In detektivischer Kleinarbeit versuchten die Ausstellungsmacher dem Phänomen Pieter Bruegel auf die Spur zu kommen. Wer war der Maler, der mit etwa vierzig Jahren starb? Dem knapp über 40 Gemälde, 60 Zeichnungen und 80 Grafiken zugeschrieben werden? Der mit einer neuen Art der Landschaftsdarstellung als Miterfinder der Genre Landschaft und Seestück gilt?
Auf der Basis von umfassenden Forschungen wurden seine Bilder vor der Ausstellung mit Hilfe technologischer Analysen untersucht, unter anderem mit Röntgen- und Infrarotaufnahmen, Pigmentanalysen und 3D-Aufnahmen. Es ging um die Erforschung der Tafelkonstruktion, der Maltechnik und Materialgeschichte. Es ging aber auch um die komplexe Bilderwelt des Künstlers, dem kreativen Schaffensprozess und der Sichtbarmachung von Vorzeichnungen sowie seine stilistische Entwicklung, die unglaubliche Detailvielfalt seiner Bildsprache. Zudem ging es auch um die Frage der überlieferten Provenienz. „Viele der Bilder waren seit über 200 oder 300 Jahren nicht mehr zusammen, obwohl sie ursprünglich vielleicht eine Serie gebildet haben", erklärt Sabine Haag. "Das ist eine ‚Once in a Lifetime'-Möglichkeit.“

So präsentiert die Ausstellung Brueghels die 124 mal 170 cm große Bildtafel „Kreuztragung“ aus der Passion Christi, erstmals ohne Rahmen in einer Glasvitrine. Der Besucher hat somit die Gelegenheit die Vorder- und Rückseite des Werks zu betrachten, die Verbindungen der 5-teiligen, nur wenige Millimeter starken Eichenholztafeln, deren Ränder unbemalt geblieben sind sowie die Qualität und Quantität der diversen Malschichten. Es ist das einzige authentische Werk der Bruegel-Sammlung, das nie beschnitten wurde und noch den Originalzustand des Meisters zeigt. „Sie können das Bild rundherum sehen. Es ist die einzige Tafel in unserer Sammlung, die nicht gedünnt oder nicht im Format verändert wurde. Es ist ein hauchdünnes Holzblatt, wenn ich es so nennen darf“, so die Leiterin der Gemälderestaurierung des Museums, Elke Odenthaler.
In einzelnen Kabinetten werden dem Besucher weitere Forschungsergebnisse anderer Bruegel‘scher Werke anschaulich gemacht. Hier findet man beispielsweise die Unterzeichnungen zum Wiener „Turmbau zu Babel“ sowie die Realienkunde zu Bruegels Bild „Karneval und Fasching“.

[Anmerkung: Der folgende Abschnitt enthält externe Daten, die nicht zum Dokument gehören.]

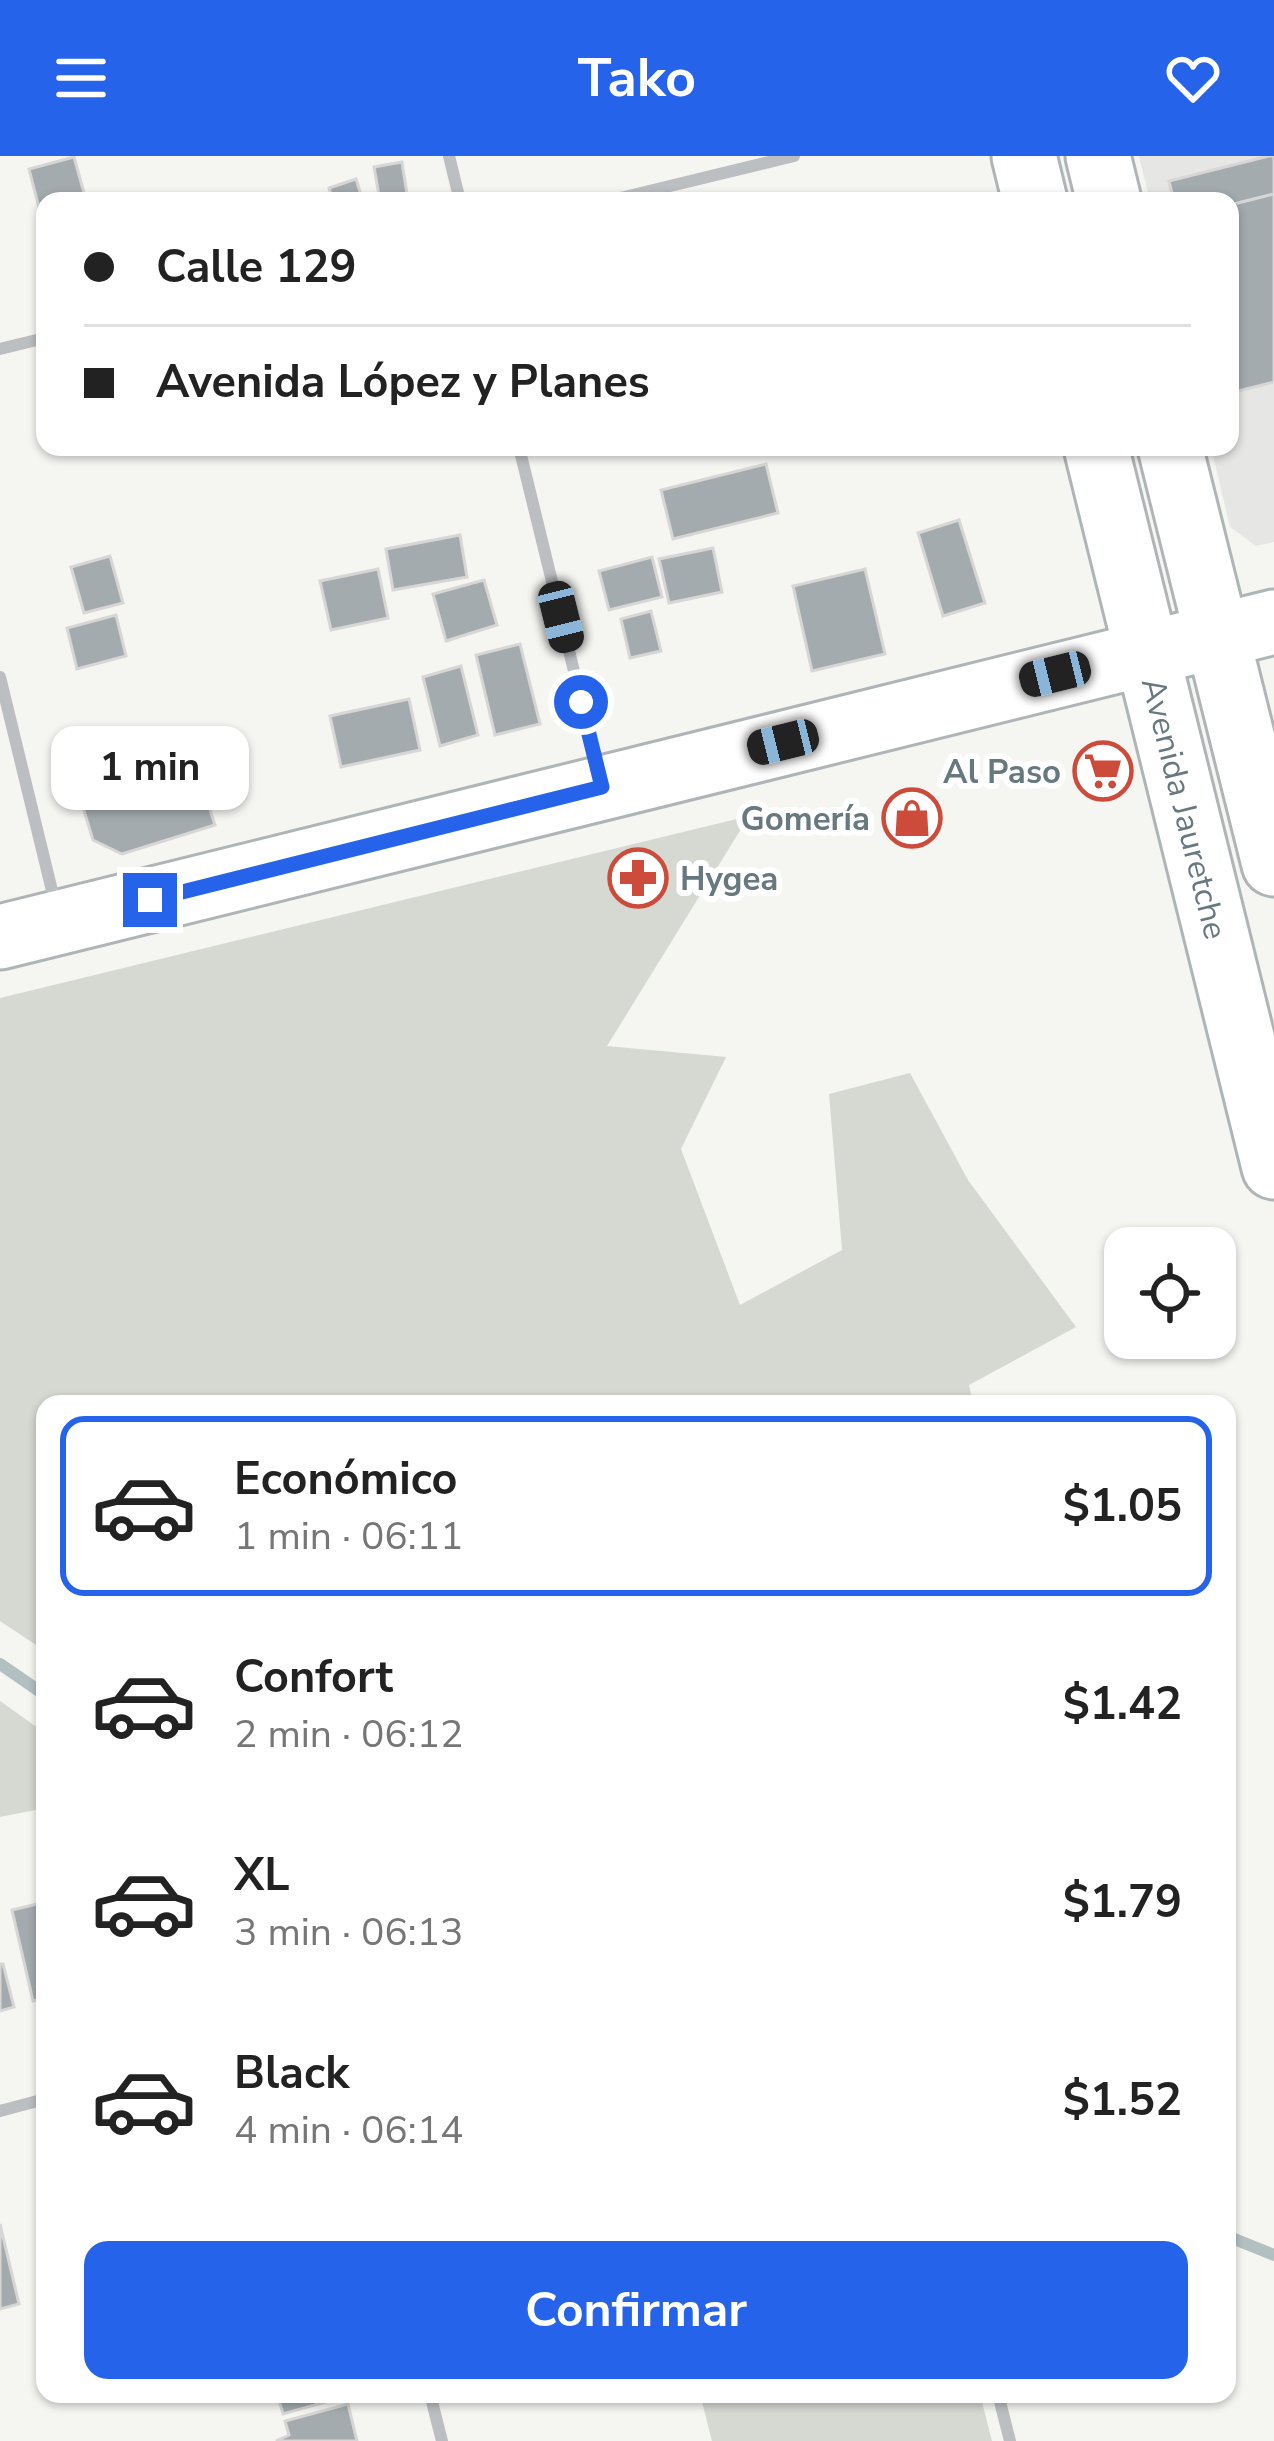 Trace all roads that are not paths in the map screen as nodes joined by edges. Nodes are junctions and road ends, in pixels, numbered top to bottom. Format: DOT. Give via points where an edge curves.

Die großen Galerieräume zeigen eine sowohl chronologisch als auch thematisch geordnete Präsentationen. Mit zwölf Tafelbildern besitzt das Wiener Museum die größte Sammlung an Bruegel-Gemälden, da bereits im 16. Jahrhundert die Bildwelten des Flamen von der Habsburger Herrscherdynastie geschätzt und gesammelt wurden.

Zu den Highlights der Ausstellung zählt unter anderem der einst sechsteilige Jahreszeitenzyklus, der heute auf verschiedene Museen verteilt ist. Vier Gemälde aus dem berühmten Zyklus sind jetzt in Wien zu bewundern: „Die Jäger im Schnee“, „Der düstere Tag“, „Die Heimkehr der Herde“, „Die Heuernte“. Lediglich die „Getreideernte“ aus dem Metropolitan Museum in New York ist nicht nach Wien ausgeliehen worden und der „Frühling“ gilt als verschollen.
Die Serie, wahrscheinlich von dem Antwerpener Händler Niclaes Jonglinck in Auftrag gegeben, zeigt eine naturalistische Beobachtung der Jahreszeiten und der bäuerlichen Arbeit. „Jäger im Schnee“, ein wunderbar komponiertes Meisterwerk, schildert detailliert die winterlichen Freizeitvergnügungen der ländlichen Bevölkerung, wie Schlittschuhlaufen, Eishockey oder Eisstockschießen. Anstelle einer Ideallandschaft und den religiös motivierten Illustrationen wie in dem Stundenbuch der Brüder Limburg des Herzogs von Berry, versucht Bruegel in seinen Malereien das Wesen der Natur und der Jahreszeiten zu erfassen. „Die Menschen in Bruegels Bildern scheinen mit der Natur eine Gemeinschaft zu bilden und nicht durch göttliche Bestimmung über ihr zu stehen. Das ist beachtlich für das 16. Jahrhundert“, so der deutsche Künstler Carsten Höller.

Bei dem Jahreszeitenzyklus faszinieren die akribisch gemalte Natur, die Landschaft und Architektur sowie die detailfreudige Wiedergabe des bäuerlichen Personals. Bruegels von kleinen Flüssen durchzogene Landschaften, erstrecken sich bis weit in die Bildtiefe, die mit verblauten Bergen oder Himmels- und Wolkenformationen abschließt. – Seit der 2. Hälfte des 16. Jahrhunderts konnten sich übrigens Landschaften und Seebilder als eigenständiges Genre etablieren, sowohl in der Druckgrafik als auch in der Malerei.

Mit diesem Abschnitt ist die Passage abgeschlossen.